Comme mentionné précédemment, les joueuses les mieux rémunérées de la Women's Super League anglaise, telles qu'Alessia Russo, Leah Williamson et Chloe Kelly, se rapprochent du million d'euros par saison.

Aux Pays-Bas, les salaires des joueuses sont moins élevés qu'en Angleterre. Cependant, l'essor du football féminin aux Pays-Bas devrait entraîner une augmentation des salaires dans les années à venir.

Jude Bellingham vs Xavi Simons

Jude Bellingham (Real Madrid) et Xavi Simons (Paris Saint-Germain) sont deux jeunes talents très prometteurs. Bellingham a réalisé une excellente première saison avec le Real Madrid, remportant la Liga et la Ligue des Champions. Xavi Simons a brillé lors de ses prêts au PSV Eindhoven et au RB Leipzig.

Xavi Simons aurait conclu un accord avec le Bayern Munich. Ce contrat, dont les termes incluent un salaire annuel brut de 6 millions d’euros, pourrait évoluer pour atteindre jusqu’à 12 millions d’euros.

Les arbitres : un statut différent selon les pays

Les arbitres jouent un rôle essentiel dans le bon déroulement des matchs. Leur statut et leur rémunération varient considérablement selon les pays.

En Angleterre, les arbitres de la Premier League sont salariés et perçoivent donc un salaire régulier auquel s’ajoutent les indemnités de match. Ils peuvent percevoir ainsi jusqu’à 83 000 euros par an, auxquels s’ajoutent une rémunération de 1400 euros par match.

Contrairement à l’Angleterre, où les arbitres perçoivent un salaire annuel de base, puis un cachet par match, les officiels des autres grands championnats européens sont payés au coup par coup.
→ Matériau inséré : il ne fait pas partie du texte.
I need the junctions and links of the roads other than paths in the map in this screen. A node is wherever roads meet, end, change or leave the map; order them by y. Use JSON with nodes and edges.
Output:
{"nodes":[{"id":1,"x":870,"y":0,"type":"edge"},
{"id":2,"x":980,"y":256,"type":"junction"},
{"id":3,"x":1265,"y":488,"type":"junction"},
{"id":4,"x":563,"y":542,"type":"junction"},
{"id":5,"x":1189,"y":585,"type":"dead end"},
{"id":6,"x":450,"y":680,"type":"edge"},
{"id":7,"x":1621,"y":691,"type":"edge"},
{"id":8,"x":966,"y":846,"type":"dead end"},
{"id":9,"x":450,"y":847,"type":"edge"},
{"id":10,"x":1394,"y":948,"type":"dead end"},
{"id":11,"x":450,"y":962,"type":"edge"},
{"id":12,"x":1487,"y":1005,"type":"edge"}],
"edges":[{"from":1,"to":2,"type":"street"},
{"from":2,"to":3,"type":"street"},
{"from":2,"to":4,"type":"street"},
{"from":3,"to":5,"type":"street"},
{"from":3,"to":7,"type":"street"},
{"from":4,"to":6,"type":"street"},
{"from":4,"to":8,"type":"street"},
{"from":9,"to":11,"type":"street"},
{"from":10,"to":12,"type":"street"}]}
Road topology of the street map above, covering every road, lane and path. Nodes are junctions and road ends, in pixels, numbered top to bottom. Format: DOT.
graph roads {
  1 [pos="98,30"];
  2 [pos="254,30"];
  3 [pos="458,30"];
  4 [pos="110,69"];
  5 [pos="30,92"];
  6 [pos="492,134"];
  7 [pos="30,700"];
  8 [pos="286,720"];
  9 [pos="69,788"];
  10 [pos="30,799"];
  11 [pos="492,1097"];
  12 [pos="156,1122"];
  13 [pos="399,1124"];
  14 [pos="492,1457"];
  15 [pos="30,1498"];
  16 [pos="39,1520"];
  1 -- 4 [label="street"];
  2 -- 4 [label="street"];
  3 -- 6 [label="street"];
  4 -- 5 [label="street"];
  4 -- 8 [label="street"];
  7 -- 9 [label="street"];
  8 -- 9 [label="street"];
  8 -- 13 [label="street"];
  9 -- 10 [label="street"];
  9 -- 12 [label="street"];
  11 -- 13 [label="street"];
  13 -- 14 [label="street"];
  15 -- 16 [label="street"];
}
Les matchs de la Liga sont les mieux rémunérés, avec des arbitres payés à plus de 6 000 euros par match, soit environ 5 200 livres sterling.

Dans le cas des arbitres de la Ligue des Champions, les clauses sont établies selon deux critères : par poste occupé, ou par temps passé à arbitrer. Les salaires vont de 500 à près de 10 000 euros, en fonction du poste couvert par les arbitres.